═══ Materials provided

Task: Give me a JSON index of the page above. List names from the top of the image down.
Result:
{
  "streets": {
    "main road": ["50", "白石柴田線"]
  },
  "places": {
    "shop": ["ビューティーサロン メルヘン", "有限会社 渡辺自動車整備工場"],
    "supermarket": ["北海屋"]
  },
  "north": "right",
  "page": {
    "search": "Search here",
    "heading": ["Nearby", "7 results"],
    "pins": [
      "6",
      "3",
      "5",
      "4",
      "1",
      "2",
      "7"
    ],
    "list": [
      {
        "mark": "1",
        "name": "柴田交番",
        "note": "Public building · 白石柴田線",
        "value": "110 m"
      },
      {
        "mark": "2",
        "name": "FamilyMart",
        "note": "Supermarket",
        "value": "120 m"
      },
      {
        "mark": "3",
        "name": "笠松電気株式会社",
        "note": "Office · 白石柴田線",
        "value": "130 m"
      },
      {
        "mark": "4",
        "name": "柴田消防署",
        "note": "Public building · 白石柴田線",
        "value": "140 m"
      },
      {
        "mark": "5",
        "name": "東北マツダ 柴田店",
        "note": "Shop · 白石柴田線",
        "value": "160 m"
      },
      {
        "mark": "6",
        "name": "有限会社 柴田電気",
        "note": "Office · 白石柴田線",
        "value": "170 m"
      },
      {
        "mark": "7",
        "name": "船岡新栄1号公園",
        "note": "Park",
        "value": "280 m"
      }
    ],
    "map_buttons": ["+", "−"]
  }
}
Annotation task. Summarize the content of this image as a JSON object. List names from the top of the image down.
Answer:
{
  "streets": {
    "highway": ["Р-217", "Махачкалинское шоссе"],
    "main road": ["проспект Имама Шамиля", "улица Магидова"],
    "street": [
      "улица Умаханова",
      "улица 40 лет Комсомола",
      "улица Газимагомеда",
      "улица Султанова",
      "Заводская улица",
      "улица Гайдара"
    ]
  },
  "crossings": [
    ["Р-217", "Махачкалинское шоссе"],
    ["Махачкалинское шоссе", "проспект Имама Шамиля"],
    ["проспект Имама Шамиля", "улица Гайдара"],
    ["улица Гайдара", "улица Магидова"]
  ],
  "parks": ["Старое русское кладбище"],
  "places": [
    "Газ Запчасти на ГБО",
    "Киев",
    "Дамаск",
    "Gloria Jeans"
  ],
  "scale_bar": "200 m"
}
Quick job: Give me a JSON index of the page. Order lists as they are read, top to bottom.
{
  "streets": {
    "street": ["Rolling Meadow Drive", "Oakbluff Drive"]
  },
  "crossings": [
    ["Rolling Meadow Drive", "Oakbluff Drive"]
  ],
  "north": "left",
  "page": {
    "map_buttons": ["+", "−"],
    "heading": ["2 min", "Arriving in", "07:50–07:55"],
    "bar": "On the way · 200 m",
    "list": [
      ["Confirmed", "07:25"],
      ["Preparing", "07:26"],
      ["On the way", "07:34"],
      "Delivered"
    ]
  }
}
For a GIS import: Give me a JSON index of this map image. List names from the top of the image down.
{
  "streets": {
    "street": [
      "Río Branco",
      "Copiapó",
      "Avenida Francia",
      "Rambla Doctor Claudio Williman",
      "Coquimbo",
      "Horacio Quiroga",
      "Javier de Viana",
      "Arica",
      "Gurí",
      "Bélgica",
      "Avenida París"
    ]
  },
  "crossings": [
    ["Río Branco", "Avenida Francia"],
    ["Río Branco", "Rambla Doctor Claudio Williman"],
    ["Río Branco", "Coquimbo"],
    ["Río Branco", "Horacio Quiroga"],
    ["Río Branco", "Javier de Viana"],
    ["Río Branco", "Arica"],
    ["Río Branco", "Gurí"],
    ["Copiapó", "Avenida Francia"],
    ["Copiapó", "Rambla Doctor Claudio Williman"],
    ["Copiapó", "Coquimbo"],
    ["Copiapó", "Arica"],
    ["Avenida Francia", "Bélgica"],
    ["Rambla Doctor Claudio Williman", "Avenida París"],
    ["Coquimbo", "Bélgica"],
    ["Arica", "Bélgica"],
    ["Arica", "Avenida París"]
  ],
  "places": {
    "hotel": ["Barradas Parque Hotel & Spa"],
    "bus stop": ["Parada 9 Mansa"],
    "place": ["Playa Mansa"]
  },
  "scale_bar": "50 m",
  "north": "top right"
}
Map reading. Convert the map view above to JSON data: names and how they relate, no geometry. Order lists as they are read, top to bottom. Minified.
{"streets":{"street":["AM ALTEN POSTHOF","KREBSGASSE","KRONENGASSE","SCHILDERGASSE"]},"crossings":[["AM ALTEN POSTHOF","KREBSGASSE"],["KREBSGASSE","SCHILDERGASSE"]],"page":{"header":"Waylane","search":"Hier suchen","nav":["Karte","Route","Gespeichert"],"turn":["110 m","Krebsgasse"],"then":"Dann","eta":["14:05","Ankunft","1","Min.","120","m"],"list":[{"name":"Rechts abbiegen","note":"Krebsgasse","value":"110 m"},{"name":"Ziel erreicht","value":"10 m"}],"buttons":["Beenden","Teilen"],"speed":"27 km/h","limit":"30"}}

══════

• **The task**
Pull every line containing "Williman" from the entries above and copy it.

• **Exercise solution**
      "Rambla Doctor Claudio Williman",
    ["Río Branco", "Rambla Doctor Claudio Williman"],
    ["Copiapó", "Rambla Doctor Claudio Williman"],
    ["Rambla Doctor Claudio Williman", "Avenida París"],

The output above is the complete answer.